Saturday, October 11, 2014

Pray For Rain!!!!!!



Parabellum, an art installation by Kenny Cole that incorporates nine of my poems, has shown in two places now.  First, at the University of Maine Museum of Art, and second on Governor’s Island in NYC, as part of the annual Art Fair:

http://www.4heads.org/exhibitors2014/

To find out more about Parabellum, or P, you can go here (see also related links at the site):

http://kennycole.com/archive/p/statement
http://kennycole.com/archive/p/the-poetry-of-parabellum

I’ve written about Kenny and this collaboration with him on P a number of times on this blog.  I’m not going to repeat all the approbations and analyses here.  Today, I would like to share a most generous gift I received yesterday, one of Kenny’s paintings.  He said he was giving it to me for my help on Parabellum.  In fact, I deserve no special gift.  He did all the work, incorporating my poems into his multi-layered gouaches.  This is the sort of man he is, virtuous in a non-self-centered way.  As his art tacitly proclaims, we all need to work together to overcome the war-mongering malaise that infects our globalized society.  He lives this ethos, reaching out to others, and showing extraordinary empathy and kindness.

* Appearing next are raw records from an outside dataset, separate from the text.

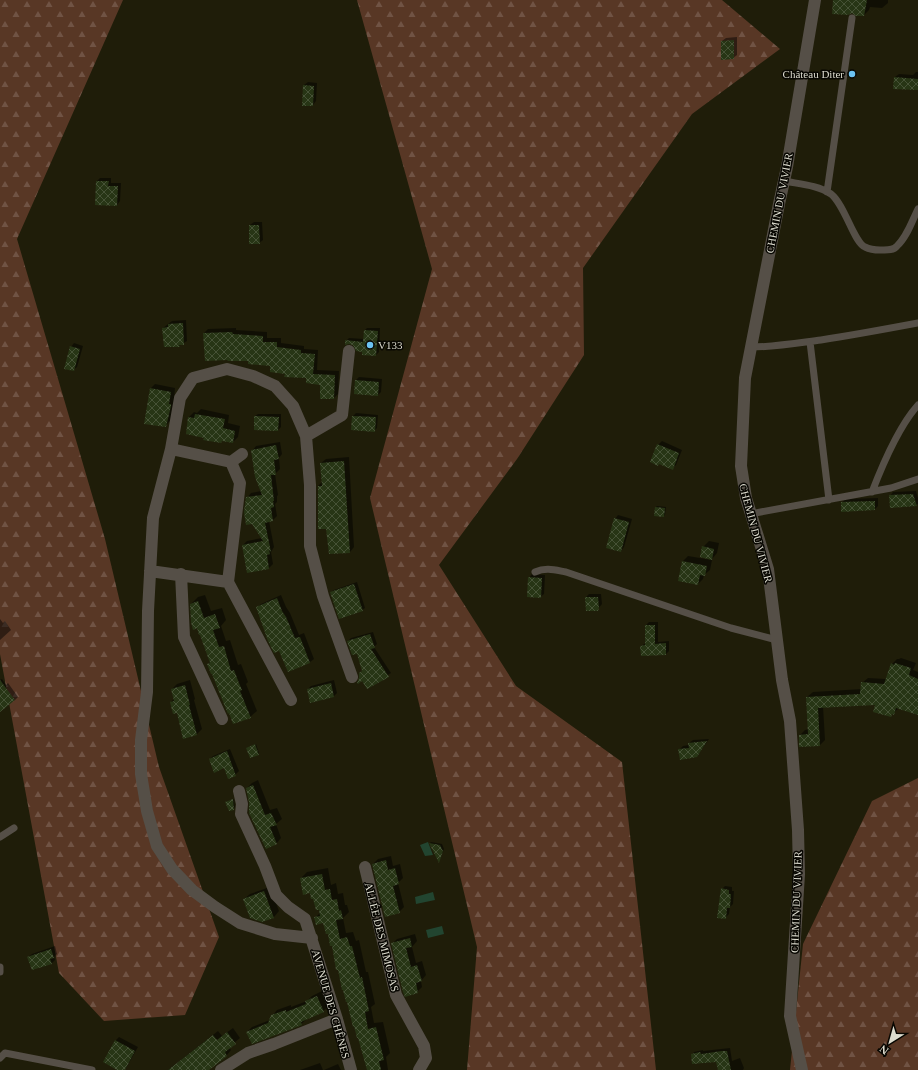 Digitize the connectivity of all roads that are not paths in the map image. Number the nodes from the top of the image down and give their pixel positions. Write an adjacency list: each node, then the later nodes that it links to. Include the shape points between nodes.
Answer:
1 (815, 0): 3 (street, CHEMIN DU VIVIER)
2 (852, 18): 4 (lane)
3 (784, 181): 4 (lane); 8 (street, CHEMIN DU VIVIER)
4 (827, 192): 5 (lane, via 837,200 860,244 879,250 897,247)
5 (918, 209)
6 (918, 323): 7 (lane)
7 (810, 342): 8 (lane); 17 (lane)
8 (751, 347): 18 (street, CHEMIN DU VIVIER, via 745,378 741,466)
9 (349, 351): 11 (street, via 342,415)
10 (918, 405): 16 (lane, via 906,421 886,458)
11 (306, 436): 12 (street, via 293,406 275,386 253,376 227,369 193,378 180,398); 24 (street, via 310,485 310,546 323,596)
12 (171, 449): 14 (street); 19 (street, via 153,518)
13 (242, 454): 14 (street)
14 (231, 462): 22 (street, via 240,483)
15 (918, 479): 16 (lane)
16 (872, 492): 17 (lane)
17 (829, 500): 18 (lane)
18 (750, 514): 23 (street, CHEMIN DU VIVIER, via 768,569)
19 (150, 571): 21 (street); 31 (street, via 148,692 141,740 141,774 147,811 157,846 172,869 192,890 240,923 275,934)
20 (535, 572): 23 (lane, via 550,569 566,572 732,628)
21 (181, 574): 22 (street); 26 (street, via 184,637)
22 (228, 582): 25 (street)
23 (777, 640): 40 (street, CHEMIN DU VIVIER, via 790,721 798,830 799,874 790,1016)
24 (352, 678)
25 (291, 700)
26 (222, 719)
27 (239, 791): 31 (street, AVENUE DES CHÊNES, via 242,804 240,814 276,895 306,919)
28 (14, 828): 29 (lane)
29 (0, 837)
30 (365, 867): 39 (street, ALLÉE DES MIMOSAS, via 396,995 424,1046 426,1058)
31 (312, 938): 34 (street, AVENUE DES CHÊNES)
32 (0, 967): 33 (lane)
33 (0, 972)
34 (337, 1018): 37 (street, via 248,1053); 38 (street, AVENUE DES CHÊNES)
35 (0, 1058): 36 (lane, via 5,1053)
36 (92, 1070)
37 (221, 1070)
38 (351, 1070)
39 (419, 1070)
40 (802, 1070) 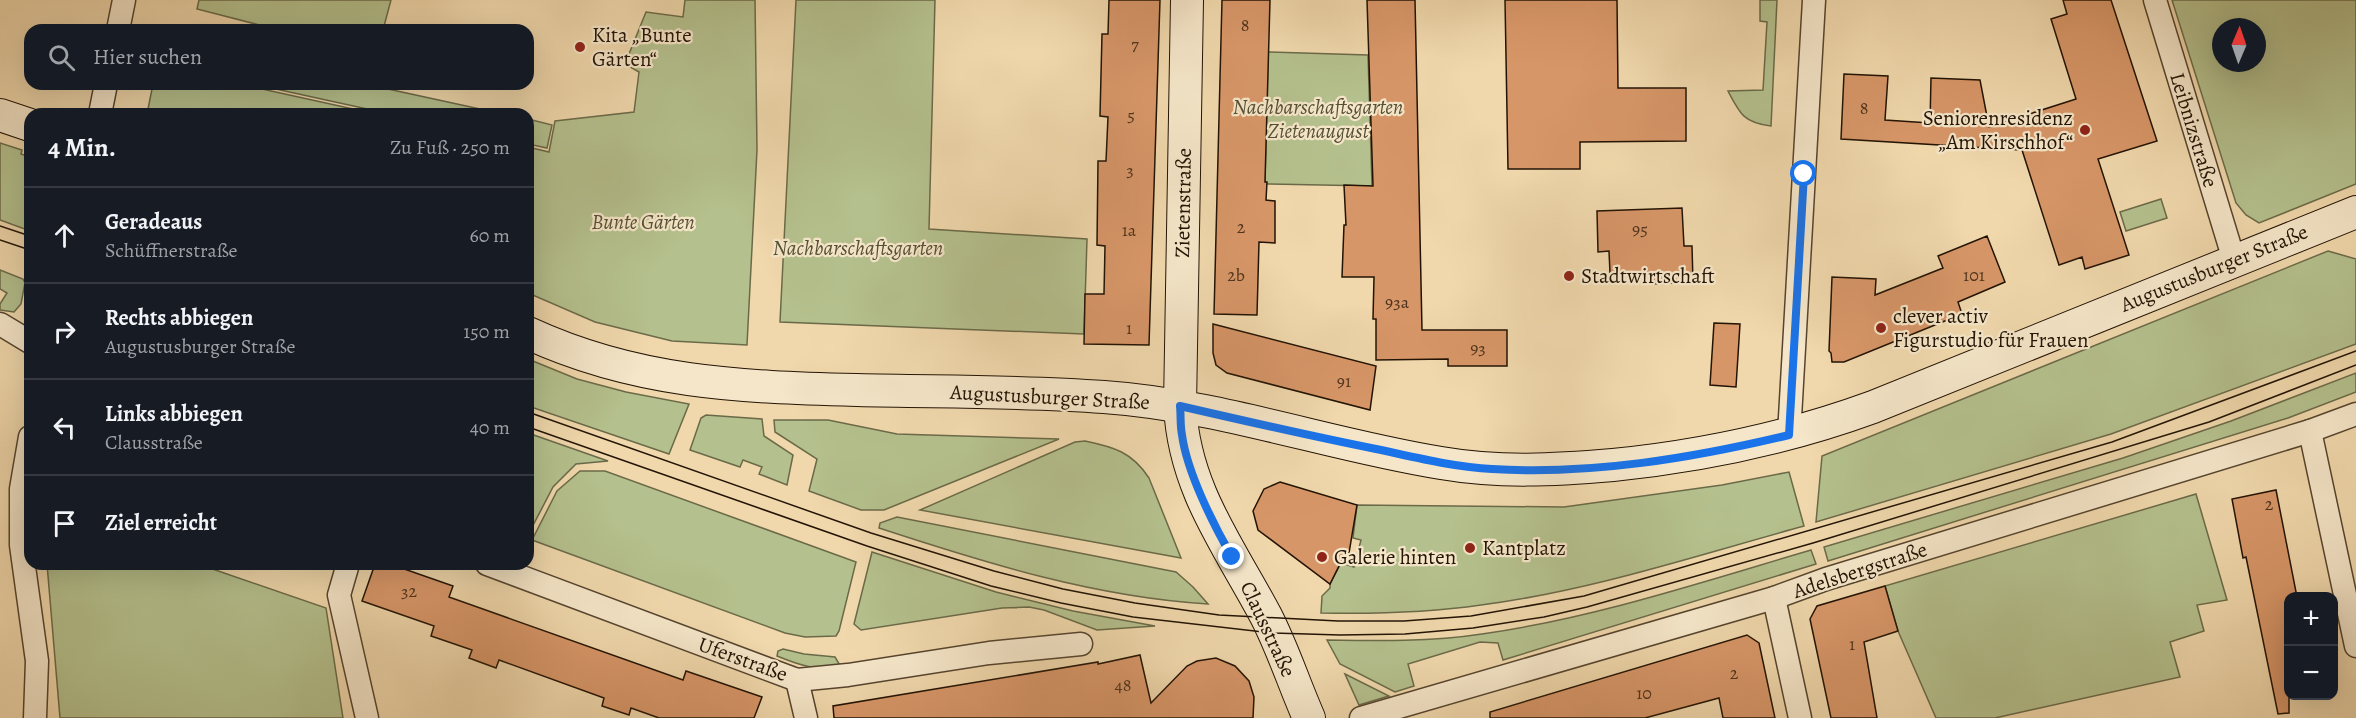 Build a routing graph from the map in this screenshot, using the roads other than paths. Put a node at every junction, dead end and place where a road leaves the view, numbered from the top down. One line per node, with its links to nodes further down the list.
1 (124, 0): 5 (street)
2 (1187, 0): 15 (main road, Zietenstraße)
3 (1814, 0): 18 (street)
4 (2155, 0): 11 (street, Leibnizstraße)
5 (119, 24)
6 (105, 90): 7 (street)
7 (101, 108)
8 (0, 115): 9 (main road)
9 (24, 122)
10 (2356, 212): 11 (main road, Augustusburger Straße)
11 (2234, 260): 18 (main road, Augustusburger Straße)
12 (0, 324): 14 (street)
13 (534, 336): 15 (main road, Augustusburger Straße)
14 (24, 338)
15 (1180, 406): 18 (main road, Augustusburger Straße); 31 (main road, Clausstraße)
16 (2356, 414): 17 (street, Adelsbergstraße)
17 (2310, 431): 24 (street, Adelsbergstraße); 26 (street)
18 (1789, 435)
19 (24, 472): 20 (street)
20 (24, 567)
21 (24, 570): 28 (street)
22 (346, 570): 29 (street)
23 (503, 570): 27 (street, Uferstraße)
24 (1774, 598): 32 (street, Adelsbergstraße); 33 (street)
25 (1082, 644): 27 (street, Uferstraße)
26 (2356, 646)
27 (797, 680): 30 (street)
28 (35, 718)
29 (367, 718)
30 (806, 718)
31 (1309, 718)
32 (1361, 718)
33 (1800, 718)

Below is an image of the gouache he sent me.  The title is “Pray For Rain,” and it is from his I-95 series.  This image doesn’t begin to do the real artwork justice.  It is much bigger, vivid, textured, and so on.  You can feel Kenny in the actual canvas:



This is a piece I have long admired, one of my favorites among the many Cole masterpieces.  It says much through  a vehement swarm of brushstrokes:  Suicidal patriotism.  Infernal materialism.  Rabid politics.  A frenetic tempo, one that drumbeats toward doom.  The red-white-and-blue around a nuclear storm cloud.  The tentacular limbs reminiscent of leviathan corruption.  The slashing reference to drought, global warming and environmental curse.  Cole offers us an impressionistic ardor of anguish.  And a prophetic nod to Hieronymus Bosch.  These, as I see it, are some of the broad overtures of the piece.  I haven’t even begun to discuss the symbolisms in “Pray For Rain.”  Staring at it, here in person, makes my eyes sting from many feelings.
 

Thank you, Kenny!  Paint on!  And write on!  For, yes, you are a poet, too, of the most original and mesmeric kind.